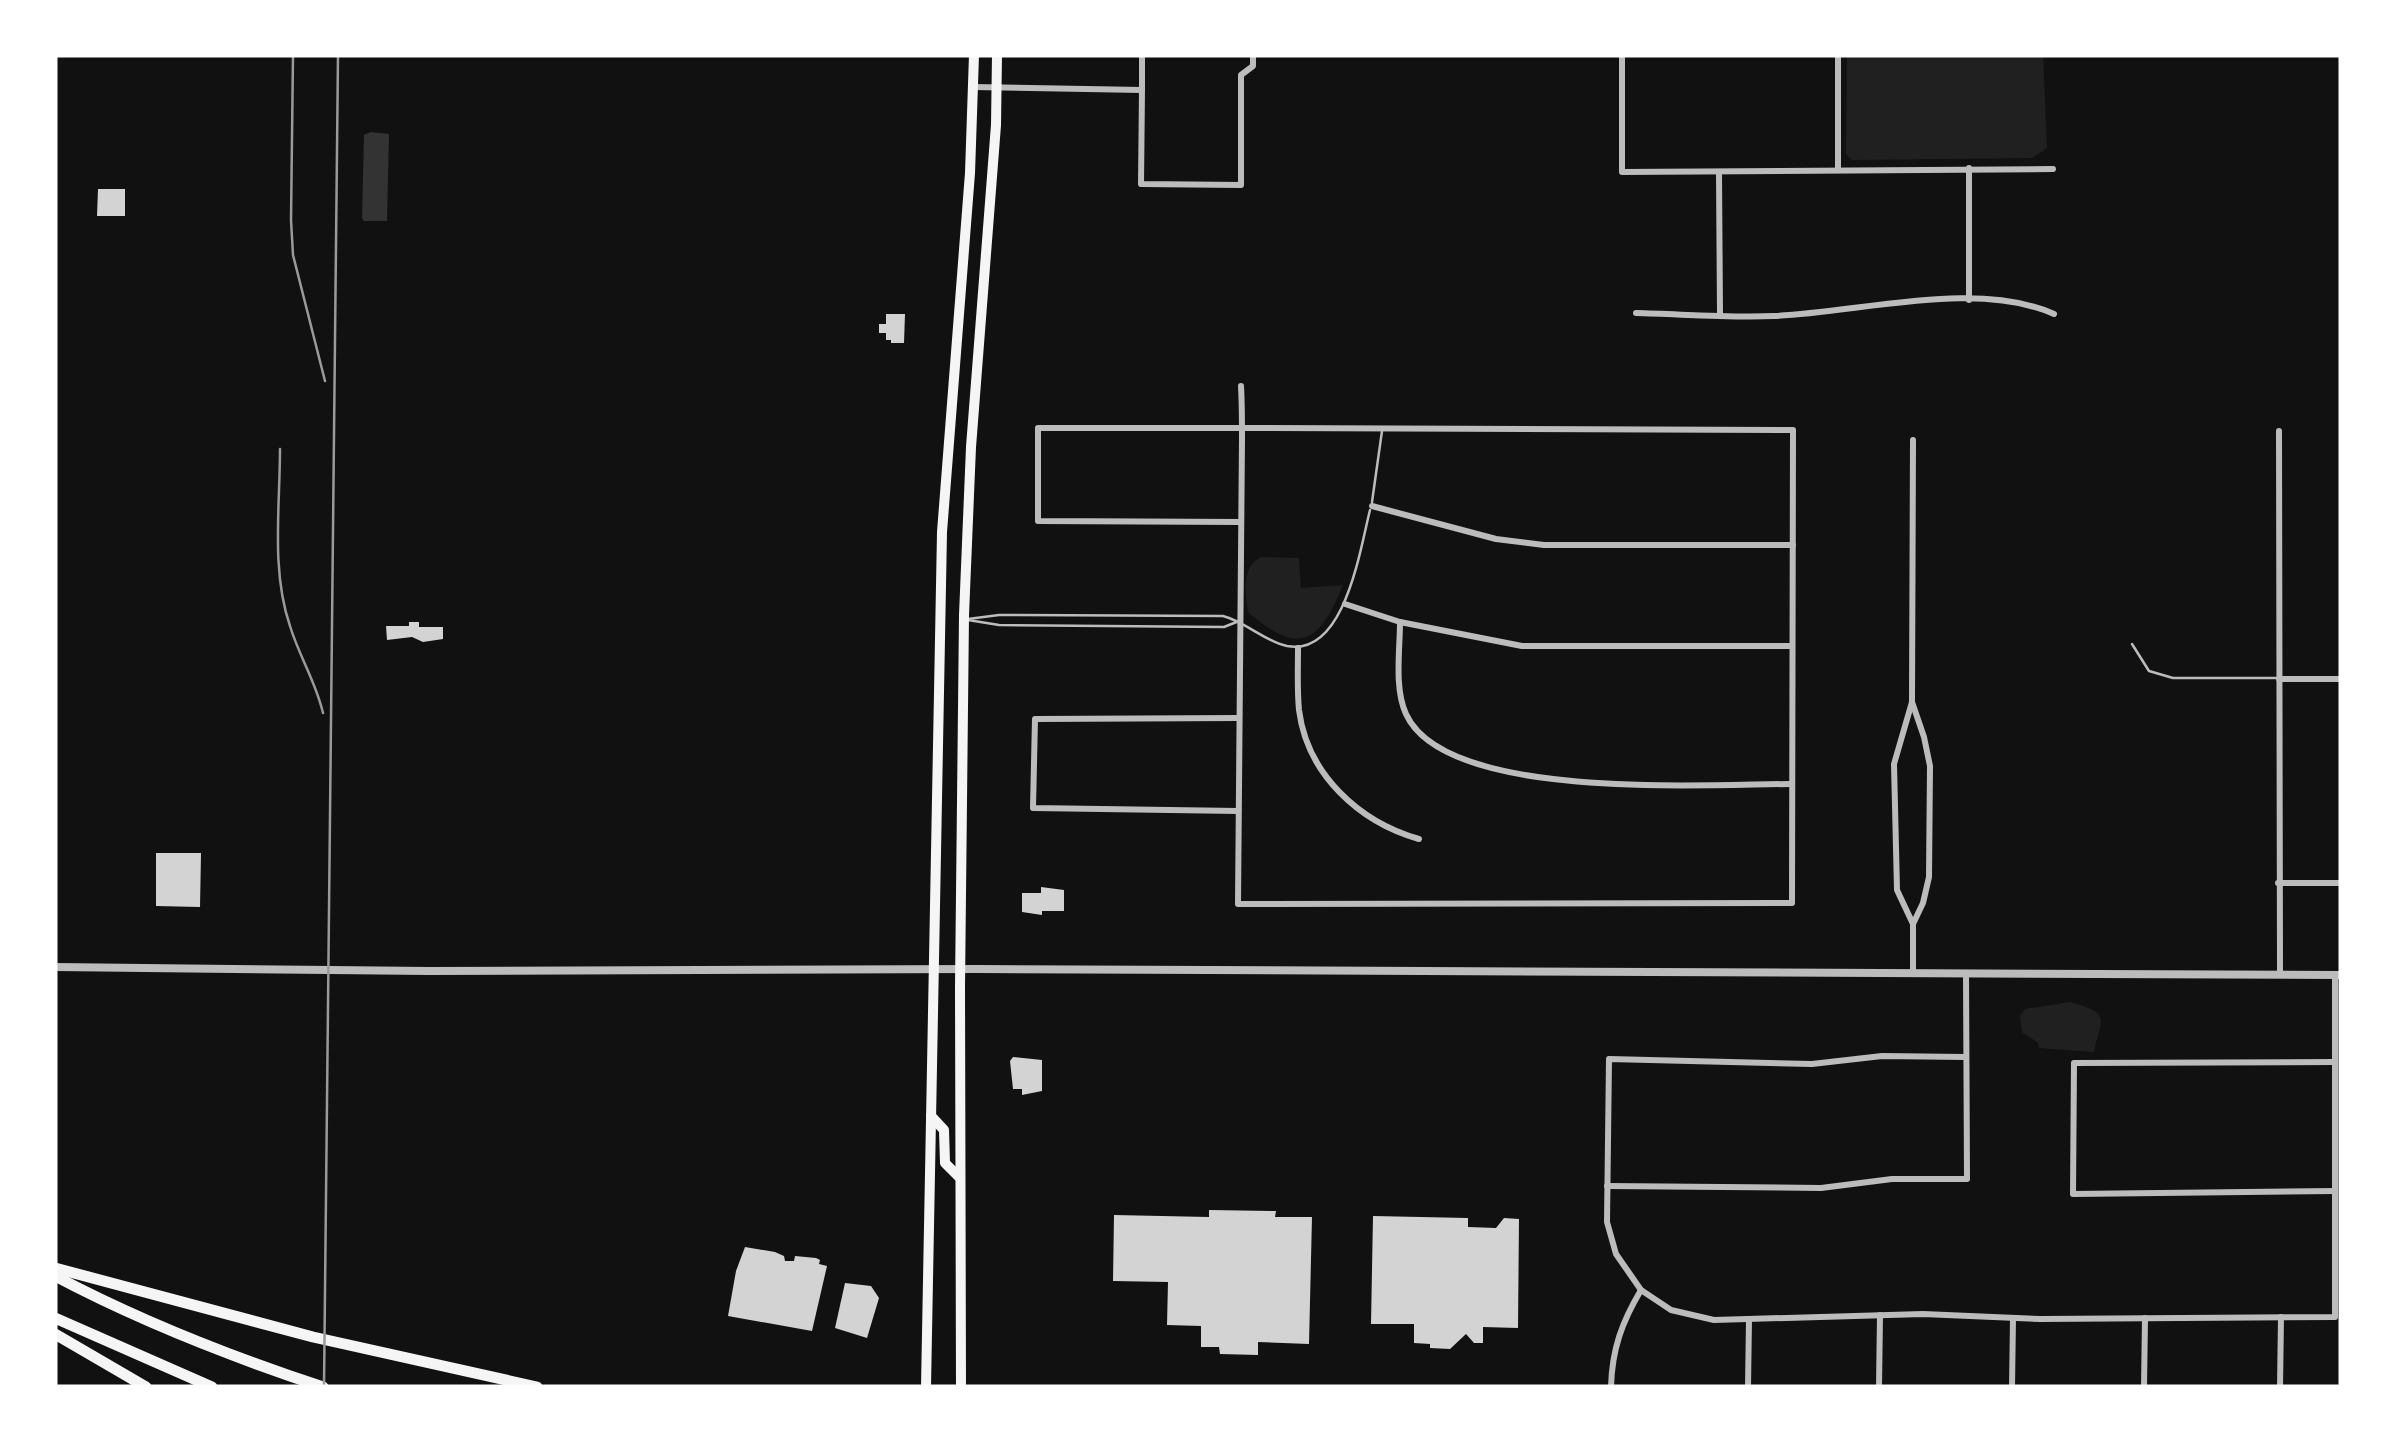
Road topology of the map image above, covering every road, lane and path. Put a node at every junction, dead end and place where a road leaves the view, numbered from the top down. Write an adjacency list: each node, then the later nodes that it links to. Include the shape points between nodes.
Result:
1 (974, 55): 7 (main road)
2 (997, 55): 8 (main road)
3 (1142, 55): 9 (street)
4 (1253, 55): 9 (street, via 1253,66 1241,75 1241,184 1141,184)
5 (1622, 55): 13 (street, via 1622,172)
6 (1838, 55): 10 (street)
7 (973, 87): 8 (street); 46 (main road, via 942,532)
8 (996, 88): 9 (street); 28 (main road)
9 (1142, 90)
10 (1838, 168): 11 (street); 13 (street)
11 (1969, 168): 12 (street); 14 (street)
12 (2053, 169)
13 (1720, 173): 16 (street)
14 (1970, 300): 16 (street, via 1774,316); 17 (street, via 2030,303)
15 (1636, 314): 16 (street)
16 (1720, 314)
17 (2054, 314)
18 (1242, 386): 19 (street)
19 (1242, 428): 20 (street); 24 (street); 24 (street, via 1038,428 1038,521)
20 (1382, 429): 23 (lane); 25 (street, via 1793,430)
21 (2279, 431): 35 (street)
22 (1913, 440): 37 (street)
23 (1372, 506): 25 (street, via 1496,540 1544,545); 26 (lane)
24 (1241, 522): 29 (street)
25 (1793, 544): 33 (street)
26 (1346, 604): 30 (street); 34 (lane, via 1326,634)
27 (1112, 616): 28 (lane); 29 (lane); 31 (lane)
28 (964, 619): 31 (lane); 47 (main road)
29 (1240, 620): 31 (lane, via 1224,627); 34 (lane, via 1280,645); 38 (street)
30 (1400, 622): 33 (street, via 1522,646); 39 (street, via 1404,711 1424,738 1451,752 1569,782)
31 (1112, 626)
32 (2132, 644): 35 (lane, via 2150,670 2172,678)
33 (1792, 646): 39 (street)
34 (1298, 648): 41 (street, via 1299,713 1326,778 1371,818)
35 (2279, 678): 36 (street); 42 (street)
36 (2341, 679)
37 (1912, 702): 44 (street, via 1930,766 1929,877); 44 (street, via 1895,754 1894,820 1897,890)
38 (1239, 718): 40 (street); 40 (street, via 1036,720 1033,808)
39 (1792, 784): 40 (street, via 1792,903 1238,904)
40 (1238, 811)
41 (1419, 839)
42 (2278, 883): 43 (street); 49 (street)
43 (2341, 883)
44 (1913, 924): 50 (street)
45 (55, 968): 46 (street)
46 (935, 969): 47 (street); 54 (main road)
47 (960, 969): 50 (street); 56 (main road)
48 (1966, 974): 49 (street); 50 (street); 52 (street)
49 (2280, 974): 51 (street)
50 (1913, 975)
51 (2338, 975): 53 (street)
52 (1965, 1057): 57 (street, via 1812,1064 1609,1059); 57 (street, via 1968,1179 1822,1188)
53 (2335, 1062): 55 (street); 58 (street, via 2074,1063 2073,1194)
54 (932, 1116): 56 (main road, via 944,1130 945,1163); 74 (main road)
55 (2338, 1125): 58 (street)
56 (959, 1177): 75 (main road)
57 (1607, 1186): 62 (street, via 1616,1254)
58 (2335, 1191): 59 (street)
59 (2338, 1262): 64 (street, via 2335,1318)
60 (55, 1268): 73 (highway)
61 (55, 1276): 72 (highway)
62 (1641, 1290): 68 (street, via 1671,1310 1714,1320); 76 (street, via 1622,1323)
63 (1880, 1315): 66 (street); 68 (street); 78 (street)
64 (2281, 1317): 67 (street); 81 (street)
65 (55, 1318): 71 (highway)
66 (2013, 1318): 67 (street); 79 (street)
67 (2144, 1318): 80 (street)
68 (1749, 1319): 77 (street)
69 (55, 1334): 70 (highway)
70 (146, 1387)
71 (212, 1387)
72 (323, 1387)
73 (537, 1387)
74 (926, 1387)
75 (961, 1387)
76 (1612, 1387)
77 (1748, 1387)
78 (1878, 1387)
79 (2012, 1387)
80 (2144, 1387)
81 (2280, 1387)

* What the task requires: Please give the entries again word for word, without any pictures.

* Solution to this problem:
Road topology of the map image above, covering every road, lane and path. Put a node at every junction, dead end and place where a road leaves the view, numbered from the top down. Write an adjacency list: each node, then the later nodes that it links to. Include the shape points between nodes.
Result:
1 (974, 55): 7 (main road)
2 (997, 55): 8 (main road)
3 (1142, 55): 9 (street)
4 (1253, 55): 9 (street, via 1253,66 1241,75 1241,184 1141,184)
5 (1622, 55): 13 (street, via 1622,172)
6 (1838, 55): 10 (street)
7 (973, 87): 8 (street); 46 (main road, via 942,532)
8 (996, 88): 9 (street); 28 (main road)
9 (1142, 90)
10 (1838, 168): 11 (street); 13 (street)
11 (1969, 168): 12 (street); 14 (street)
12 (2053, 169)
13 (1720, 173): 16 (street)
14 (1970, 300): 16 (street, via 1774,316); 17 (street, via 2030,303)
15 (1636, 314): 16 (street)
16 (1720, 314)
17 (2054, 314)
18 (1242, 386): 19 (street)
19 (1242, 428): 20 (street); 24 (street); 24 (street, via 1038,428 1038,521)
20 (1382, 429): 23 (lane); 25 (street, via 1793,430)
21 (2279, 431): 35 (street)
22 (1913, 440): 37 (street)
23 (1372, 506): 25 (street, via 1496,540 1544,545); 26 (lane)
24 (1241, 522): 29 (street)
25 (1793, 544): 33 (street)
26 (1346, 604): 30 (street); 34 (lane, via 1326,634)
27 (1112, 616): 28 (lane); 29 (lane); 31 (lane)
28 (964, 619): 31 (lane); 47 (main road)
29 (1240, 620): 31 (lane, via 1224,627); 34 (lane, via 1280,645); 38 (street)
30 (1400, 622): 33 (street, via 1522,646); 39 (street, via 1404,711 1424,738 1451,752 1569,782)
31 (1112, 626)
32 (2132, 644): 35 (lane, via 2150,670 2172,678)
33 (1792, 646): 39 (street)
34 (1298, 648): 41 (street, via 1299,713 1326,778 1371,818)
35 (2279, 678): 36 (street); 42 (street)
36 (2341, 679)
37 (1912, 702): 44 (street, via 1930,766 1929,877); 44 (street, via 1895,754 1894,820 1897,890)
38 (1239, 718): 40 (street); 40 (street, via 1036,720 1033,808)
39 (1792, 784): 40 (street, via 1792,903 1238,904)
40 (1238, 811)
41 (1419, 839)
42 (2278, 883): 43 (street); 49 (street)
43 (2341, 883)
44 (1913, 924): 50 (street)
45 (55, 968): 46 (street)
46 (935, 969): 47 (street); 54 (main road)
47 (960, 969): 50 (street); 56 (main road)
48 (1966, 974): 49 (street); 50 (street); 52 (street)
49 (2280, 974): 51 (street)
50 (1913, 975)
51 (2338, 975): 53 (street)
52 (1965, 1057): 57 (street, via 1812,1064 1609,1059); 57 (street, via 1968,1179 1822,1188)
53 (2335, 1062): 55 (street); 58 (street, via 2074,1063 2073,1194)
54 (932, 1116): 56 (main road, via 944,1130 945,1163); 74 (main road)
55 (2338, 1125): 58 (street)
56 (959, 1177): 75 (main road)
57 (1607, 1186): 62 (street, via 1616,1254)
58 (2335, 1191): 59 (street)
59 (2338, 1262): 64 (street, via 2335,1318)
60 (55, 1268): 73 (highway)
61 (55, 1276): 72 (highway)
62 (1641, 1290): 68 (street, via 1671,1310 1714,1320); 76 (street, via 1622,1323)
63 (1880, 1315): 66 (street); 68 (street); 78 (street)
64 (2281, 1317): 67 (street); 81 (street)
65 (55, 1318): 71 (highway)
66 (2013, 1318): 67 (street); 79 (street)
67 (2144, 1318): 80 (street)
68 (1749, 1319): 77 (street)
69 (55, 1334): 70 (highway)
70 (146, 1387)
71 (212, 1387)
72 (323, 1387)
73 (537, 1387)
74 (926, 1387)
75 (961, 1387)
76 (1612, 1387)
77 (1748, 1387)
78 (1878, 1387)
79 (2012, 1387)
80 (2144, 1387)
81 (2280, 1387)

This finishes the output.